Look for the "Next" button, page numbers, or arrow navigation controls at the bottom of the page.

Node 9: Loop

🎯 Node Capability: Controlled iteration with intelligent exit conditions
📝 Configuration Rules:

Set target collection goals using variables or manual limits
Define maximum iterations to prevent infinite loops
Include progress tracking and exit strategies
Balance thoroughness with resource efficiency

✅ Professional Prompt Template:

Target Collection: Up to /product_limit qualifying products
Maximum Iterations: 3

💡 Manual Alternative: Target Collection: Up to 20 qualifying products

Node 10: Finish - Output Data

🎯 Node Capability: Professional data formatting and export with quality assurance
📝 Configuration Rules:

Select appropriate output format (CSV, JSON)
Enable the "Output as file" option for downloadable results
Include data validation and cleaning steps
Generate comprehensive export summaries

Test Your Workflow

After completing the workflow configuration, click on the "Test" navigation bar on the left to check if your workflow runs correctly. This crucial step allows you to:

Observe the workflow's execution in real-time.
Verify that each node performs its intended action.
Identify and troubleshoot any immediate issues or unexpected behaviors.
Confirm data extraction is proceeding as expected on a small scale.

🚀 Workflow Execution

Publishing Your Workflow

Once you have configured all nodes according to the professional guidelines above and successfully tested your workflow, follow these steps to deploy your automation:

Step 1: Publish Workflow
Click the "Publish" button to finalize your workflow creation.
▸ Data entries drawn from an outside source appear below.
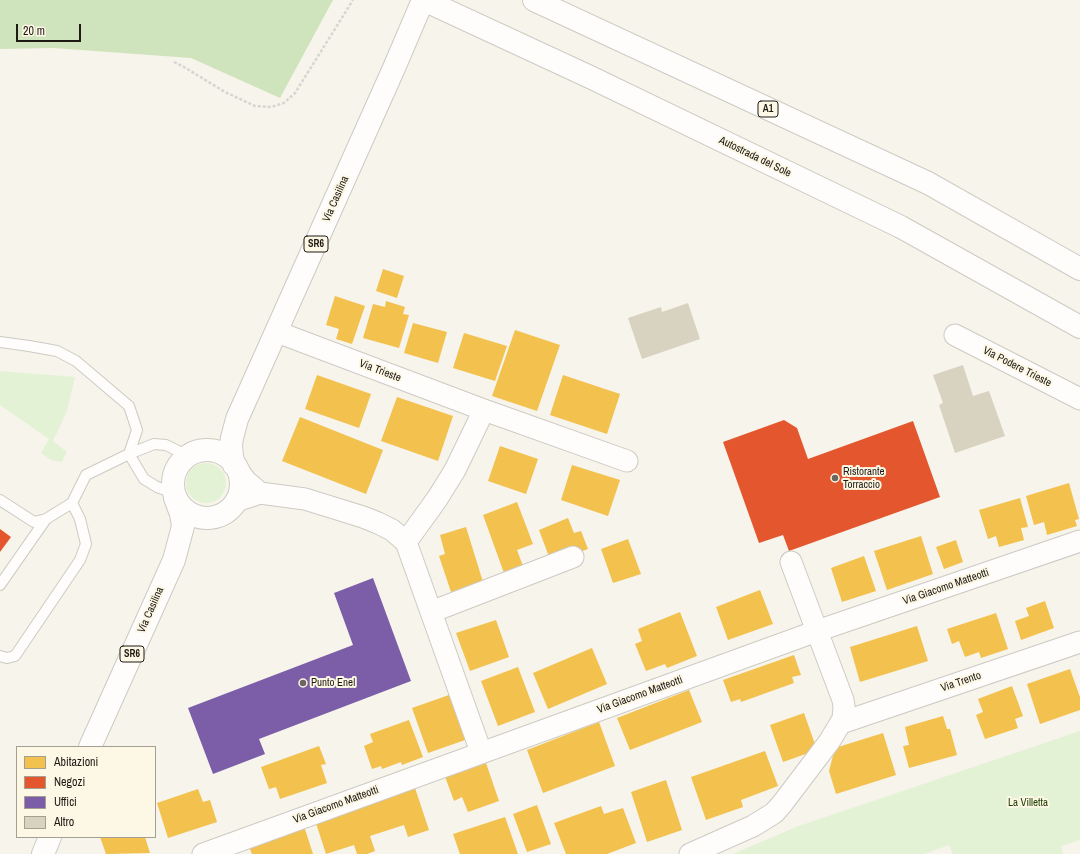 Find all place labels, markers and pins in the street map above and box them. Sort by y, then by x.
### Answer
place label: Ristorante Torraccio [843,465,885,491]
marker: Ristorante Torraccio [830,473,840,483]
place label: Punto Enel [311,676,355,690]
marker: Punto Enel [298,678,308,688] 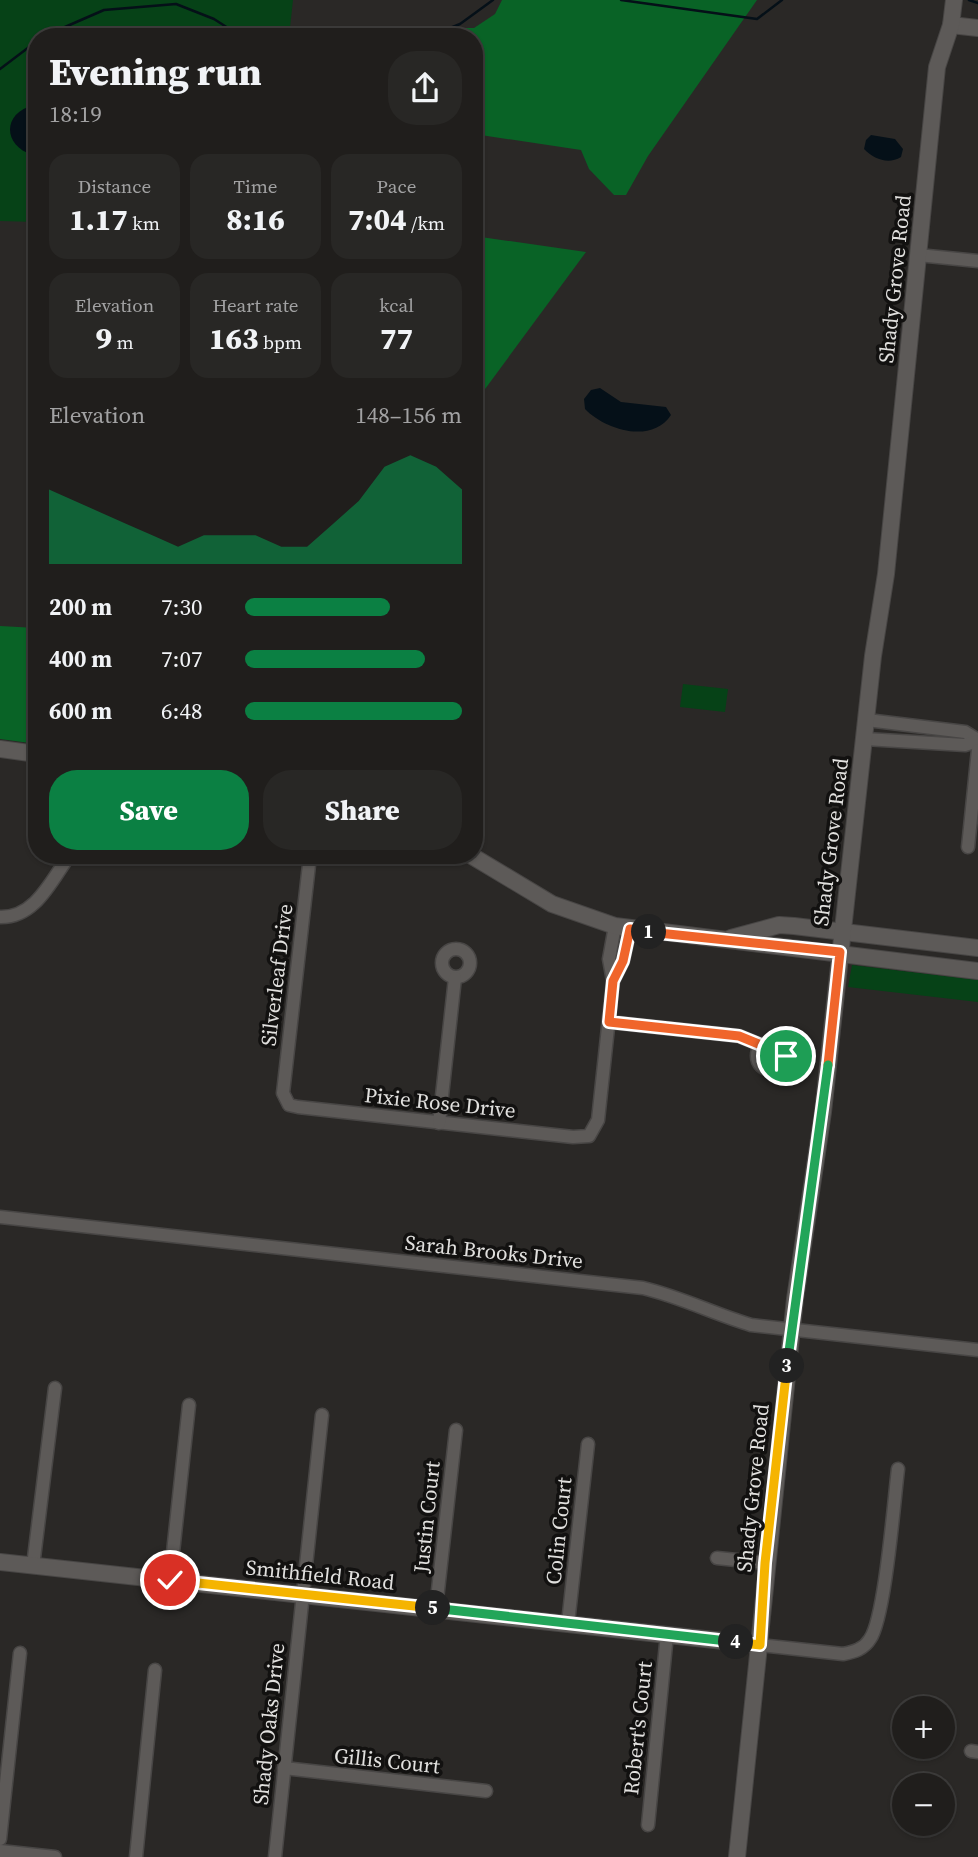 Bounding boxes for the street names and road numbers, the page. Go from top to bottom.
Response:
street label: Shady Grove Road [871,193,918,365]
street label: Shady Grove Road [806,756,855,928]
street label: Silverleaf Drive [253,902,300,1048]
street label: Pixie Rose Drive [363,1080,517,1125]
street label: Sarah Brooks Drive [404,1228,584,1275]
street label: Shady Grove Road [729,1402,776,1574]
street label: Justin Court [406,1459,447,1575]
street label: Colin Court [538,1476,579,1586]
street label: Smithfield Road [244,1552,396,1597]
street label: Shady Oaks Drive [246,1642,291,1806]
street label: Robert's Court [616,1660,659,1796]
street label: Gillis Court [333,1741,442,1780] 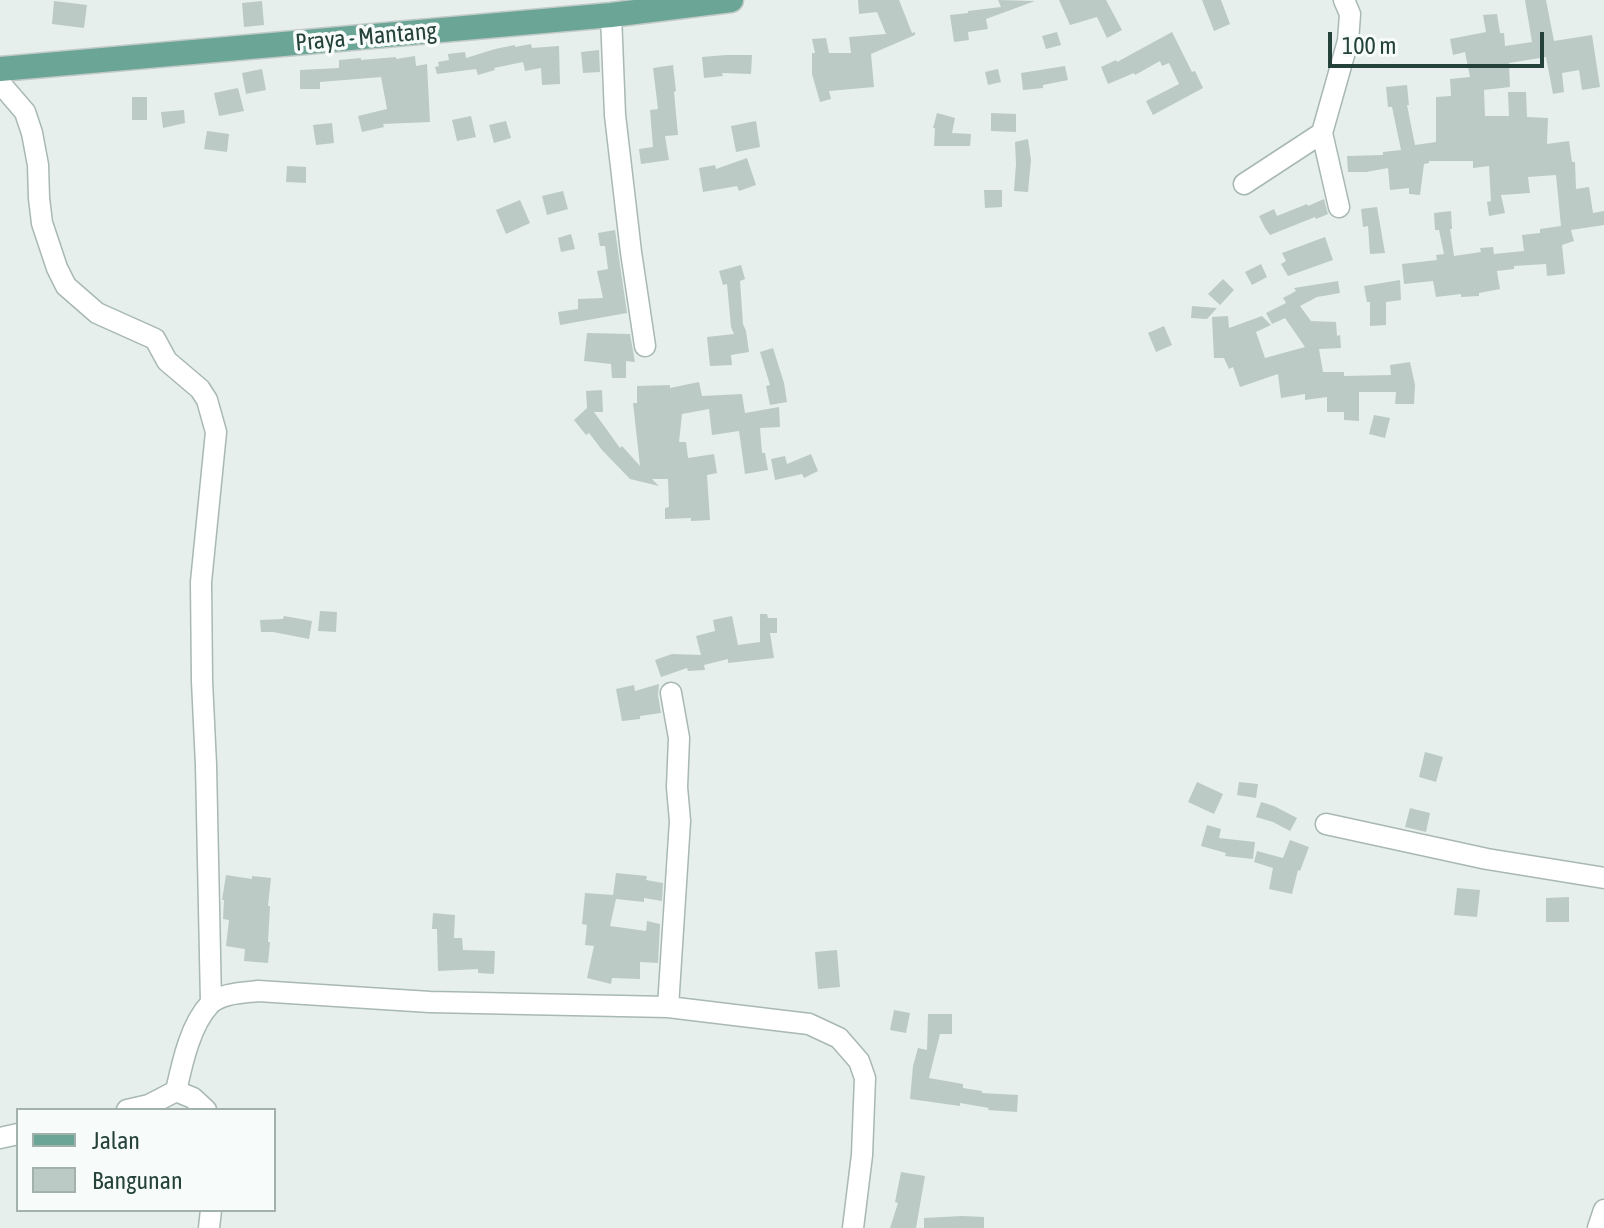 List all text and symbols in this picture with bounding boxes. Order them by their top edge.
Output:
street label: Praya - Mantang [294,16,438,58]
scale bar [1332,16,1548,66]
text: 100 m [1342,32,1396,59]
legend [16,1108,276,1212]
text: Jalan [92,1127,140,1154]
text: Bangunan [92,1167,183,1194]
This action:

Validates your entire workflow configuration.
Saves the workflow to your BrowseAct dashboard.
Makes it available for execution.
Creates a permanent workflow version for future use.

Executing Your Workflow

Step 2: Cost-Effective Automation

Click "Run" to start your automated workflow execution. This initiates the scraping process, allowing you to:

Collect the desired data efficiently.
Benefit from BrowseAct's cost advantages.
Monitor the progress and access the results on your dashboard.

This streamlined deployment process transforms complex web scraping tasks into simple, cost-effective automation that delivers professional-grade results with minimal technical overhead.